PHILOCTETES

A monologue from the play by Sophocles


  • NOTE: This monologue is reprinted from Dramas. Sophocles. London: J.M. Dent & Sons, 1906.
  • PHILOCTETES: O what a drudge and sport of Gods am I!
    Of whose ill plight no whisper ever came
    To my own home, or any coast of Greece,
    But they who thrust me out unrighteously
    Laugh and keep silence, while my sickness ever
    Grows on me and increases more and more.
    O boy! O son, calling Achilles sire,
    I am the man who, may be, thou hast heard
    Was master of the arms of Heracles,
    The son of Pœas, Philoctetes! whom
    The Captains twain and the Cephallenite king
    Cast out thus shamefully--deserted--sick
    Of a consuming wound--pierced through and through
    By the destroying viper's venomous fangs;
    And in this plight, boy, they exposed me here,
    Left me, and went! when from the Chrysean coast
    They put in hither with their navy, straight,
    Soon as they saw me sleeping on the beach,
    Tired with long tossing, in a sheltered cave,
    They laughed, they went, they left me! casting me
    A few mean rags, a beggar's garniture,
    And some poor pittance, too, of nourishment,
    Such as, I pray, be theirs!
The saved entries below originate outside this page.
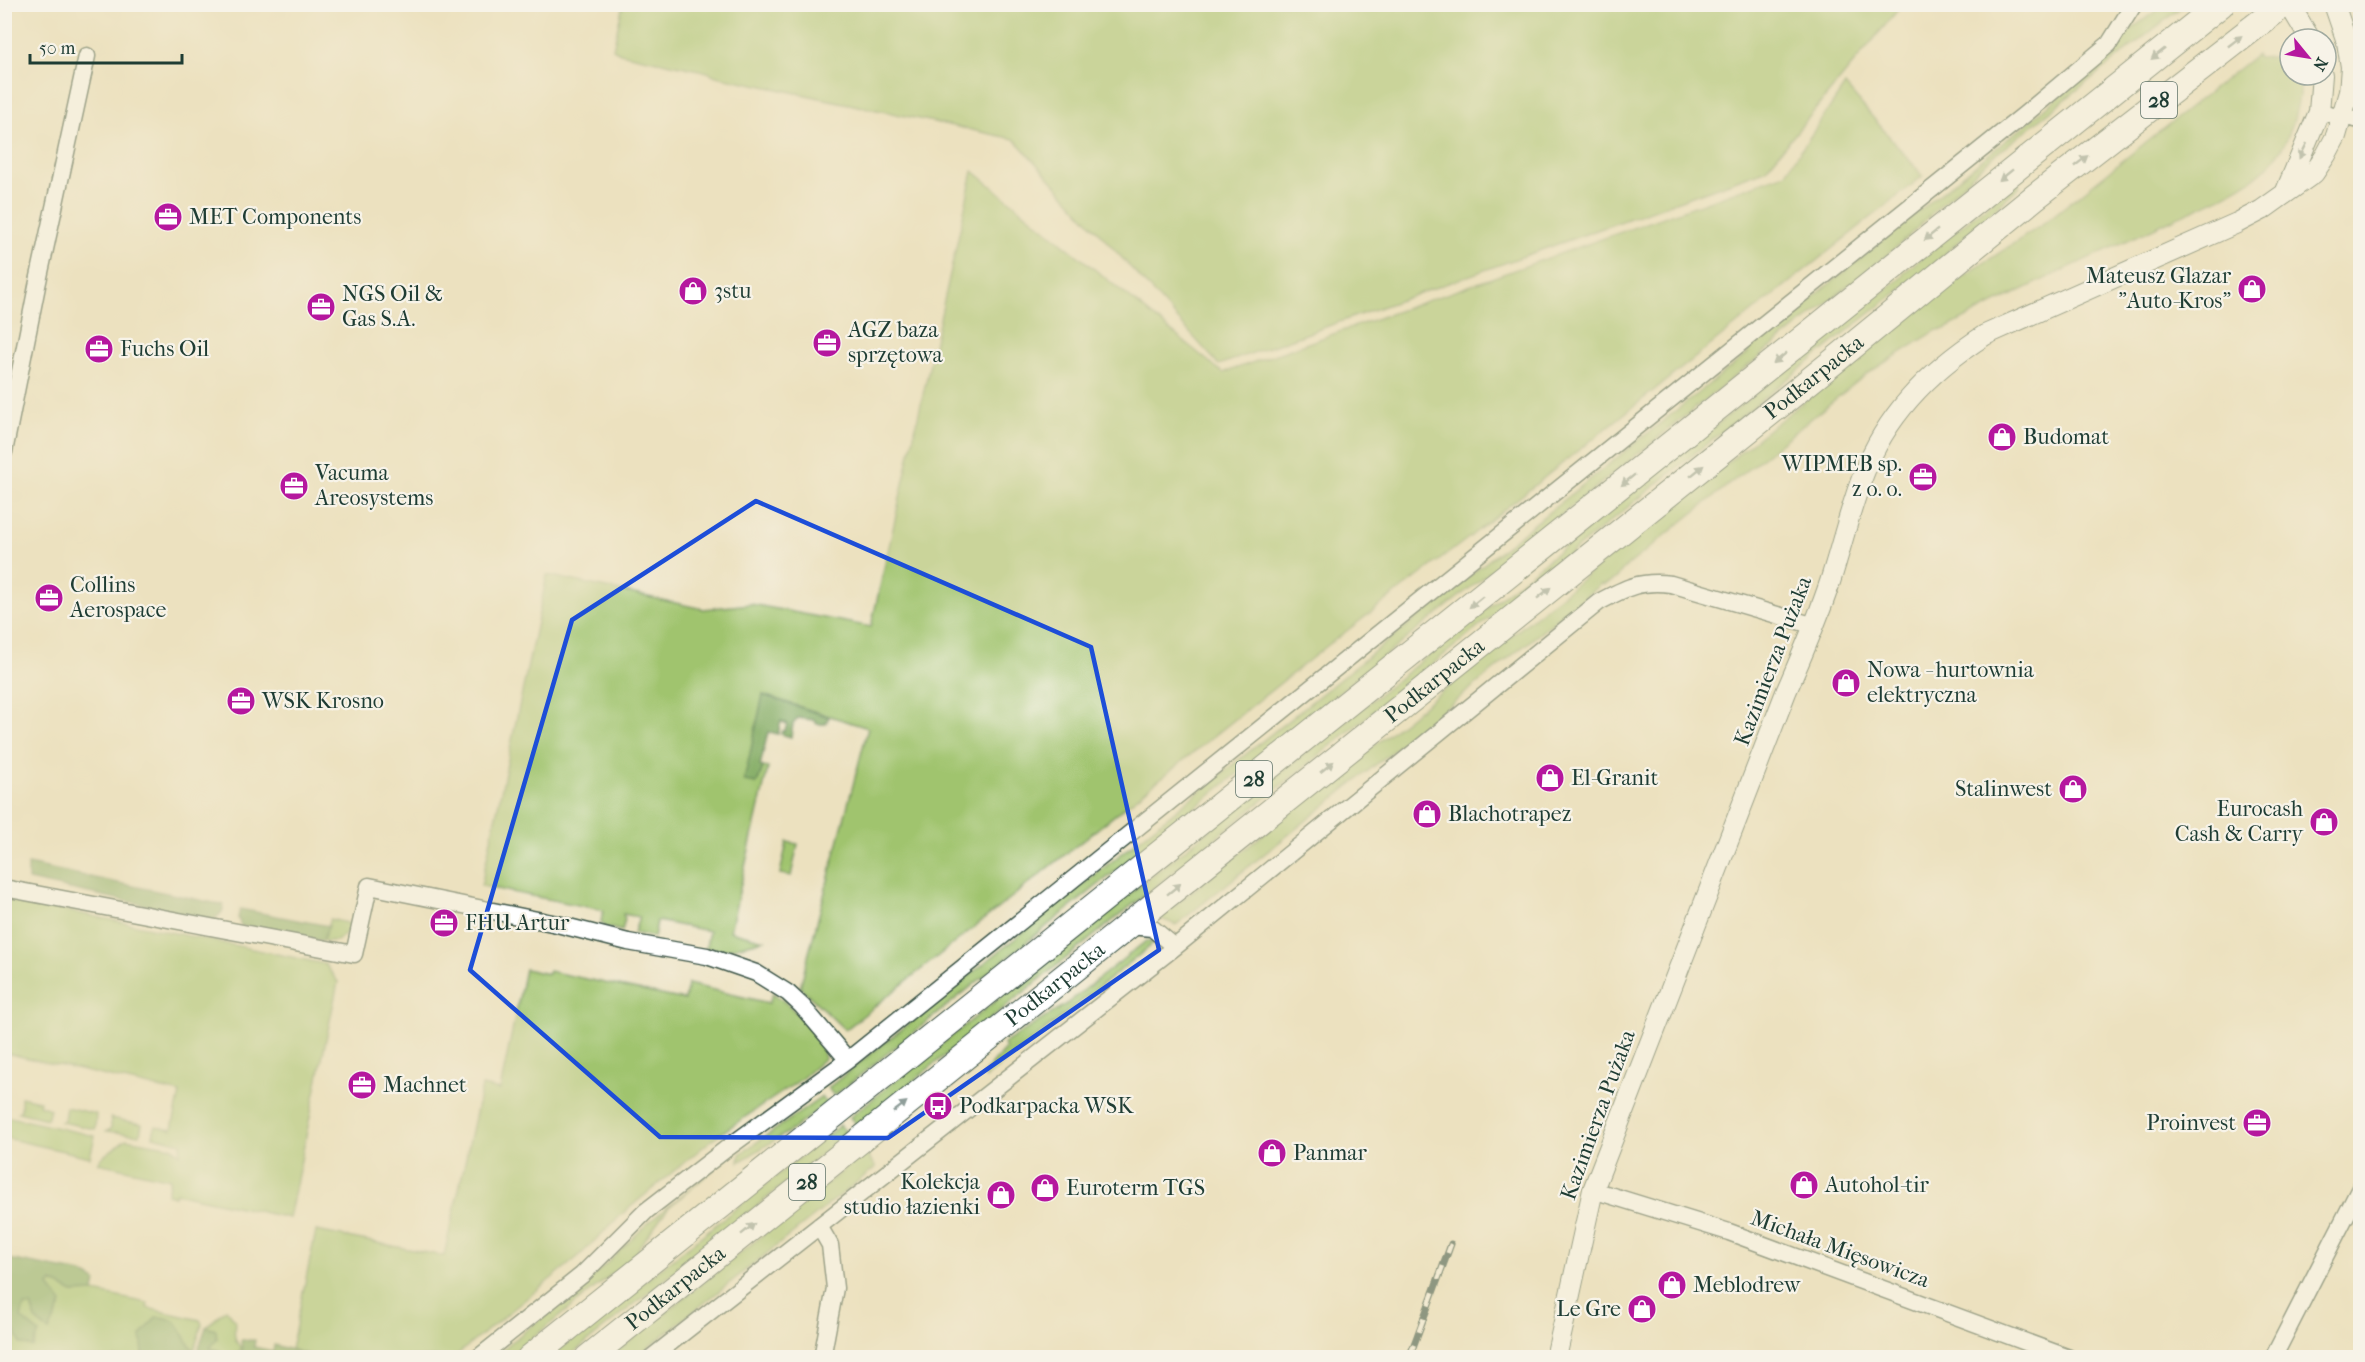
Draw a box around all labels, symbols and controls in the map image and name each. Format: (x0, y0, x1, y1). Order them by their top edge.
scale bar (30, 27, 182, 65)
north arrow (2278, 27, 2338, 87)
one-way arrow (2227, 35, 2243, 47)
text: 50 m (39, 38, 76, 59)
one-way arrow (2151, 47, 2166, 59)
text: N (2309, 54, 2332, 75)
road number: 28 (2141, 82, 2177, 118)
one-way arrow (2298, 143, 2308, 160)
one-way arrow (2073, 155, 2089, 167)
one-way arrow (1998, 169, 2013, 181)
office icon: MET Components (152, 201, 184, 233)
place label: MET Components (189, 204, 361, 230)
one-way arrow (1924, 229, 1939, 241)
place label: Mateusz Glazar "Auto-Kros" (2086, 263, 2232, 314)
shop icon: Mateusz Glazar "Auto-Kros" (2236, 273, 2268, 305)
shop icon: 3stu (677, 275, 709, 307)
place label: 3stu (714, 278, 752, 304)
place label: NGS Oil & Gas S.A. (342, 281, 443, 332)
office icon: NGS Oil & Gas S.A. (305, 291, 337, 323)
place label: AGZ baza sprzętowa (847, 317, 944, 368)
office icon: AGZ baza sprzętowa (811, 327, 843, 359)
street label: Podkarpacka (1759, 329, 1870, 425)
office icon: Fuchs Oil (83, 333, 115, 365)
place label: Fuchs Oil (120, 336, 209, 362)
one-way arrow (1772, 352, 1788, 365)
shop icon: Budomat (1986, 421, 2018, 453)
place label: Budomat (2023, 424, 2109, 450)
place label: WIPMEB sp. z o. o. (1781, 451, 1902, 502)
place label: Vacuma Areosystems (314, 460, 433, 511)
office icon: WIPMEB sp. z o. o. (1907, 461, 1939, 493)
one-way arrow (1689, 465, 1705, 478)
office icon: Vacuma Areosystems (278, 470, 310, 502)
one-way arrow (1620, 473, 1636, 486)
place label: Collins Aerospace (69, 572, 166, 623)
street label: Kazimierza Pużaka (1729, 572, 1818, 749)
office icon: Collins Aerospace (33, 582, 65, 614)
one-way arrow (1537, 588, 1552, 600)
one-way arrow (1468, 595, 1483, 607)
street label: Podkarpacka (1379, 633, 1490, 729)
place label: Nowa - hurtownia elektryczna (1867, 657, 2035, 708)
shop icon: Nowa - hurtownia elektryczna (1830, 667, 1862, 699)
office icon: WSK Krosno (225, 685, 257, 717)
place label: WSK Krosno (261, 688, 384, 714)
road number: 28 (1236, 761, 1272, 797)
one-way arrow (1319, 762, 1334, 774)
shop icon: El-Granit (1534, 762, 1566, 794)
place label: El-Granit (1571, 765, 1658, 791)
shop icon: Stalinwest (2057, 773, 2089, 805)
place label: Stalinwest (1955, 776, 2052, 802)
place label: Eurocash Cash & Carry (2175, 796, 2304, 847)
shop icon: Blachotrapez (1411, 798, 1443, 830)
place label: Blachotrapez (1448, 801, 1572, 827)
shop icon: Eurocash Cash & Carry (2308, 806, 2340, 838)
one-way arrow (1166, 883, 1182, 896)
office icon: FHU Artur (428, 907, 460, 939)
place label: FHU Artur (465, 910, 570, 936)
street label: Podkarpacka (1000, 936, 1111, 1032)
street label: Kazimierza Pużaka (1555, 1026, 1641, 1204)
office icon: Machnet (346, 1069, 378, 1101)
place label: Machnet (383, 1072, 467, 1098)
bus stop icon: Podkarpacka WSK (922, 1090, 954, 1122)
place label: Podkarpacka WSK (959, 1093, 1134, 1119)
one-way arrow (893, 1102, 908, 1114)
office icon: Proinvest (2241, 1107, 2273, 1139)
place label: Proinvest (2146, 1110, 2236, 1136)
shop icon: Panmar (1256, 1137, 1288, 1169)
place label: Panmar (1293, 1140, 1367, 1166)
road number: 28 (789, 1164, 825, 1200)
place label: Kolekcja studio łazienki (844, 1169, 981, 1220)
shop icon: Autohol-tir (1788, 1169, 1820, 1201)
shop icon: Euroterm TGS (1029, 1172, 1061, 1204)
place label: Autohol-tir (1824, 1172, 1930, 1198)
place label: Euroterm TGS (1066, 1175, 1205, 1201)
shop icon: Kolekcja studio łazienki (985, 1179, 1017, 1211)
street label: Michała Mięsowicza (1747, 1205, 1934, 1294)
one-way arrow (740, 1223, 755, 1236)
street label: Podkarpacka (620, 1240, 731, 1336)
shop icon: Meblodrew (1656, 1269, 1688, 1301)
place label: Meblodrew (1693, 1272, 1801, 1298)
shop icon: Le Gre (1626, 1293, 1658, 1325)
place label: Le Gre (1556, 1296, 1621, 1322)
O then, my son,
    What sort of waking, think you, from that sleep
    Had I when they were gone! How did I weep,
    How did I wail, for my calamities!
    Seeing the ships which I was leader of
    All gone away, and no man in the place
    Who should suffice me, or should comfort me
    In the disease of which I laboured; yea
    Though I sought everywhere, nothing I found
    Left to me, save my anguish; and, my son,
    Of that no lack indeed! Hour after hour
    Passed by me; and I must needs make shift alone,
    Under this scanty shelter. For my food,
    This quiver sought out what supplied my need,
    Hitting the doves on wing; then to the mark
    Of the shot bolt I had to crawl, with pain,
    Dragging a wounded foot. If upon this
    I wanted to get anything to drink,
    Or, as in winter when the hoar frost lay,
    To break some sticks to burn, this, creeping forth,
    I had to manage, in my misery.
    Ther there would be no fire; but striking hard
    With flint on flint I struck out painfully
    An obscure spark, which keeps me still alive.
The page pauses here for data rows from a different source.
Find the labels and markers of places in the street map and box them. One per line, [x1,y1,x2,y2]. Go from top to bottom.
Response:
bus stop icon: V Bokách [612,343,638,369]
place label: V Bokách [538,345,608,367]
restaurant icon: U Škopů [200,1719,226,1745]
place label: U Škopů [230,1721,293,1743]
    Thus shelter overhead, not without fire,
    Furnishes all, save healing of my sore.--
    Come now and hear about the isle, my son;
    No sailor willingly approaches it;
    For anchorage there is not, or a port
    Whither a man might sail, and make his mart
    By traffic, or find welcome; prudent men
    Do not make voyage here. Some one, perhaps,
    Might land against his will; for these things oft
    Will happen in the long-drawn life of men;
    But such, my son, when they do come, in words
    Pity me, and in compassion give me, say
    Some morsel of food, or matter of attire;
    But that thing no man, when I hint it, will do--
    Take me safe home; but this tenth year already
    In hunger and distress I pine and perish,
    Feeding the gnawing tooth of my disease.
    The Atridæ, and Ulysses' violence,
    Have done me all this wrong; the like of which,
    O boy, may the Olympian Gods give them
    One day to suffer, in revenge for me!